What follows is rambly. You’ve been warned.
I’ve been thinking about another result of the most recent playtest. It was implicit, between the lines of what John said, but I think the lesson was that the game needs a bit more space to breathe.
The game has two economies, cards and tokens, that interact. It’s generally the case that you spend a bit from each in every scene, or at least every scene where you get or take some spotlight time. You get them from, you guessed it, certain moments in the spotlight. This means that the diastolic and systolic elements of the system are very tightly coupled; every moment of gaining currency depends on spending currency, and every moment of spending currency can lead to gaining it.
This can suffocate the story in between. It makes it easy to keep your eye on the mechanical pieces, the currencies, and not think about the story effects you’re making and getting as you do the mechanical game. It makes it easy to evaluate actions in terms of net mechanical effect over embodying a character.
(Yeah, there’s the other extreme, where you’re left drifting between mechanical reference points.)
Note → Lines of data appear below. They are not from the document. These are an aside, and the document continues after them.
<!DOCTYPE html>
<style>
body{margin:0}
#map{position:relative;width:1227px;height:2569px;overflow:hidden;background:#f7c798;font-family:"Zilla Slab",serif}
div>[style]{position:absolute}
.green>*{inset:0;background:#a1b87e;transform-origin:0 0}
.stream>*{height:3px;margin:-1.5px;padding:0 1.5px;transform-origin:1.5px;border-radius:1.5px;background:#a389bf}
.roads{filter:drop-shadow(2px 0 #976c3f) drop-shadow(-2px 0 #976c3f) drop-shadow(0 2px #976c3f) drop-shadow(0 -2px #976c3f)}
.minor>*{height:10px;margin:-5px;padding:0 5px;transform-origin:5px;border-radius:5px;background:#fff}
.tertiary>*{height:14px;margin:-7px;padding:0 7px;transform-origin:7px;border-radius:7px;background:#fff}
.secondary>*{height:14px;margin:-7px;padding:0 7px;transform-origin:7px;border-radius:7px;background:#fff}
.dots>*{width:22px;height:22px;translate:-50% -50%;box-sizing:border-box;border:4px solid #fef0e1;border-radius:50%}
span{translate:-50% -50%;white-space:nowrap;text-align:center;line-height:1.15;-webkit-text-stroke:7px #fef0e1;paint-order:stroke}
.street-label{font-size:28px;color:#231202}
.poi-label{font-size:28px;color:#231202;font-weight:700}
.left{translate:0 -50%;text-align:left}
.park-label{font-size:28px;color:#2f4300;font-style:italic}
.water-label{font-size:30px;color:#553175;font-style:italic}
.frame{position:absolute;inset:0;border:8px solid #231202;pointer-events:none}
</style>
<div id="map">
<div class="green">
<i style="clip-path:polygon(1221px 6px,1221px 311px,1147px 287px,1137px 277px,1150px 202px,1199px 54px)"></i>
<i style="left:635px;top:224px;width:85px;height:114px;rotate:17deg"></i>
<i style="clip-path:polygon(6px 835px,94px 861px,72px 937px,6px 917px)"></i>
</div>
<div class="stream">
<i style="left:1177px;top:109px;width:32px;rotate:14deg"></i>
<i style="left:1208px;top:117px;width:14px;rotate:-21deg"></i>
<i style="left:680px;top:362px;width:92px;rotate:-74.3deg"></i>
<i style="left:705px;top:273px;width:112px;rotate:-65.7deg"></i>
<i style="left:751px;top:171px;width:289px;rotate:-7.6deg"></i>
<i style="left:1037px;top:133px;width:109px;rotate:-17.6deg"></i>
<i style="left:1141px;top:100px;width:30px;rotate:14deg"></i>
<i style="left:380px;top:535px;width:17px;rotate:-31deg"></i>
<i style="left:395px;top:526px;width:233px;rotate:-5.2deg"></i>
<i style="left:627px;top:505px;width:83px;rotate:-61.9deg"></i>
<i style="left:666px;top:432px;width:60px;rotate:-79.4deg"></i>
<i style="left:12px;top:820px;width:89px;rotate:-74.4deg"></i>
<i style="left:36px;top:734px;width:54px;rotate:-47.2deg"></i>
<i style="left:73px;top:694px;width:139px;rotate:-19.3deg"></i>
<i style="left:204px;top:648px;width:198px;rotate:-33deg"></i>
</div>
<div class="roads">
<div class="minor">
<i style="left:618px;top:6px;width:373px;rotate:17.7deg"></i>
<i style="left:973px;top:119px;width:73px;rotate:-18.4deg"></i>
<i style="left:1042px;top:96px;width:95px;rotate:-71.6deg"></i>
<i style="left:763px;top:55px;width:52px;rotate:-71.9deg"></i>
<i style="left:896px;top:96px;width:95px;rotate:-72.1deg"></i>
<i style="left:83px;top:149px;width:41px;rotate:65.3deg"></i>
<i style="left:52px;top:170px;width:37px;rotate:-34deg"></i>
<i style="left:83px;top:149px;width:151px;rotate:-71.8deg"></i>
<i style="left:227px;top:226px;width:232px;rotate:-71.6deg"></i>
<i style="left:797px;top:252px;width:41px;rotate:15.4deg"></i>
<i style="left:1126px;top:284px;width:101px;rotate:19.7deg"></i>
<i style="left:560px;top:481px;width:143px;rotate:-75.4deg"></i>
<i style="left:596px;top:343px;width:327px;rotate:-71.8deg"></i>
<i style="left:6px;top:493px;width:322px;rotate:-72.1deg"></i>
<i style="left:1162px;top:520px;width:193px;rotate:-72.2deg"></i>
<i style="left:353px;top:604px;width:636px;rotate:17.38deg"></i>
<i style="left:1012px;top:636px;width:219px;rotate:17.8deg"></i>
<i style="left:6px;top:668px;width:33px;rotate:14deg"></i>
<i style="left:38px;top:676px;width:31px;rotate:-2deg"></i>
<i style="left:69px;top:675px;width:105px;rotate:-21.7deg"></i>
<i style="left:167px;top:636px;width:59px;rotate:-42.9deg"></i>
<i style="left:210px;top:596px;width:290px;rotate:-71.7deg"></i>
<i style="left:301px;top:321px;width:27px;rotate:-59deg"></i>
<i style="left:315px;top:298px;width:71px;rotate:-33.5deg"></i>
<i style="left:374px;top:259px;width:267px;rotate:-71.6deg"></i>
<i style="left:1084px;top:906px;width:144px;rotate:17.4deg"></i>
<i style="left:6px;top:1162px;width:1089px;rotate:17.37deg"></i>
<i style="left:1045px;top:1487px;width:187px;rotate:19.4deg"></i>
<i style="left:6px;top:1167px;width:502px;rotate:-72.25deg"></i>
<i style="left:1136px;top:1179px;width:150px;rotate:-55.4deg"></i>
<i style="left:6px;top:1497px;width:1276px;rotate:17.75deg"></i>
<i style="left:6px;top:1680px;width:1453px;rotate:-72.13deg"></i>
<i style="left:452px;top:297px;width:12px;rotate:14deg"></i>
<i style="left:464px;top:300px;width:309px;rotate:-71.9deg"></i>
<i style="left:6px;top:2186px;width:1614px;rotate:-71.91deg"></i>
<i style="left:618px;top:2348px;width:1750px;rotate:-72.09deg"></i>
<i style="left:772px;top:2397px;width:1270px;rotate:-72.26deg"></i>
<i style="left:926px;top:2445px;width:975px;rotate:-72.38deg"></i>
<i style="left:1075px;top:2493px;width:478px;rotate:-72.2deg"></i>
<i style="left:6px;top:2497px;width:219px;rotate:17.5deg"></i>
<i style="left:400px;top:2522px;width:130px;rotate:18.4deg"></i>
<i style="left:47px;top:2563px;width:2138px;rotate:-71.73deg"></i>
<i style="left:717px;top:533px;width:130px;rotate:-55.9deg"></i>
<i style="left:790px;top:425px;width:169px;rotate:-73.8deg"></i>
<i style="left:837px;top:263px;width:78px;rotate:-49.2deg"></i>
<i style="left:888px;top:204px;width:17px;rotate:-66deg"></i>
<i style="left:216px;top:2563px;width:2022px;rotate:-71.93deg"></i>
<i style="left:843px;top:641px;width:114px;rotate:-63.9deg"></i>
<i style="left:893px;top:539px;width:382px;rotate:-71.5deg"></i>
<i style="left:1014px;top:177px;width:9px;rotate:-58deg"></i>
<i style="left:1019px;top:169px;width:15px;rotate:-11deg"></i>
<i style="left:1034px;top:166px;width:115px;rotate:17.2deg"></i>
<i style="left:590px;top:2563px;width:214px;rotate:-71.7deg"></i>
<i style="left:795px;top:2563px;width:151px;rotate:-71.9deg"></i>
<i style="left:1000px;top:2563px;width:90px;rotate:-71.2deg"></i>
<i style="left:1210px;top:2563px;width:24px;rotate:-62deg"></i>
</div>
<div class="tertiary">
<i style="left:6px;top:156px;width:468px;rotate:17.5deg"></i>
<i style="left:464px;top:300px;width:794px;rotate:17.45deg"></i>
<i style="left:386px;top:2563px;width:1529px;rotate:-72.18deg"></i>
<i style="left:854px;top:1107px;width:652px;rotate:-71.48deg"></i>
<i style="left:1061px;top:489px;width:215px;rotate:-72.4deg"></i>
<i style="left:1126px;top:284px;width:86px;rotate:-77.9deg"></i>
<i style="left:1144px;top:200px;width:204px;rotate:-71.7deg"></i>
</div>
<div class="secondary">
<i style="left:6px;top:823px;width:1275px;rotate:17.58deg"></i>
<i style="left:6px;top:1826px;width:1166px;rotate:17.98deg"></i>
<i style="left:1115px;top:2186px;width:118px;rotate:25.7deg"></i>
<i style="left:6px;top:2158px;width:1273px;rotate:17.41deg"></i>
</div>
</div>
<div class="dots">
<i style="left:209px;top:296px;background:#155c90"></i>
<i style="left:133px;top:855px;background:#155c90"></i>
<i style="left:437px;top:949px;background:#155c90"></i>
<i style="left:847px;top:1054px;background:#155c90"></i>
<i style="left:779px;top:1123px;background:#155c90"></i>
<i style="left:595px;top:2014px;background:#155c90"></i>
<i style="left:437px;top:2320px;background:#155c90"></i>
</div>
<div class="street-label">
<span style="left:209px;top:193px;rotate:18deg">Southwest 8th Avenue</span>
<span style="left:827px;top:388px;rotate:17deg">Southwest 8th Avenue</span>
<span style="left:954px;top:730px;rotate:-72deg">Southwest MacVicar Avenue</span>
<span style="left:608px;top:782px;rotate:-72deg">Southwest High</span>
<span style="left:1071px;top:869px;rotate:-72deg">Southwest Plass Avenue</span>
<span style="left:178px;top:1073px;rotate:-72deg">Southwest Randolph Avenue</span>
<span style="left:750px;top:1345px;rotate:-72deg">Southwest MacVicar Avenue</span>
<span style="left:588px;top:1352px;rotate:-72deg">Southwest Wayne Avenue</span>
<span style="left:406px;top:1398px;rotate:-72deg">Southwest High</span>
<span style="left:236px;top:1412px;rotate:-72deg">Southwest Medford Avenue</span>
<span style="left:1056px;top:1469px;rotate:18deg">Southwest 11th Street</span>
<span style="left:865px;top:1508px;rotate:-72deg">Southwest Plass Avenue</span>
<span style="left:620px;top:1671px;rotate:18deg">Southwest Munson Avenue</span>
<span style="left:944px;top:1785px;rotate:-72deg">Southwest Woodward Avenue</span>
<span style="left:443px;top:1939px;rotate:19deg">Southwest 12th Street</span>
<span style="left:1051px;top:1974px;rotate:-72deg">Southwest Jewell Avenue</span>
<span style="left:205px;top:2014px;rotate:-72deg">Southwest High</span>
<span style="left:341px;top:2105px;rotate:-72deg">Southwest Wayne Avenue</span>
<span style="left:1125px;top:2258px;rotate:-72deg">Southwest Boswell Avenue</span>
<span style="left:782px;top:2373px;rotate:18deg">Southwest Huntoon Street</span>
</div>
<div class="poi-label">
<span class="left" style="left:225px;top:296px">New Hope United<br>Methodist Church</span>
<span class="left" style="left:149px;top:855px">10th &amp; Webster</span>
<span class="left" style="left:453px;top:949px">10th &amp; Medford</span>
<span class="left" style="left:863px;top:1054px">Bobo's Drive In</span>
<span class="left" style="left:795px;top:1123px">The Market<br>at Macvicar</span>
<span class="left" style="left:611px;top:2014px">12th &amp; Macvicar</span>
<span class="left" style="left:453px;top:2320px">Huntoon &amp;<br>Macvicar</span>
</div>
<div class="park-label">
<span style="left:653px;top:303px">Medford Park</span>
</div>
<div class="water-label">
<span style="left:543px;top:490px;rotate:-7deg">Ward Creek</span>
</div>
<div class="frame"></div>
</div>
One way to counter this is to divide scenes or beats (or whatever your relevant unit is) into upbeats and downbeats, action and recovery, spend resources and gain them. This moves the systolic and diastolic rhythm into being a first-class element of your game. They don’t have to alternate by any means, but they should have some dividing lines. Consider Fiasco‘s white dice and black dice: they divide scenes into some concept of up and down (about outcomes, not actions, but still), and let you pace them as you feel necessary.
Another option is to minimize the presence of “resources” and “economies” in your design, as you see in Apocalypse World.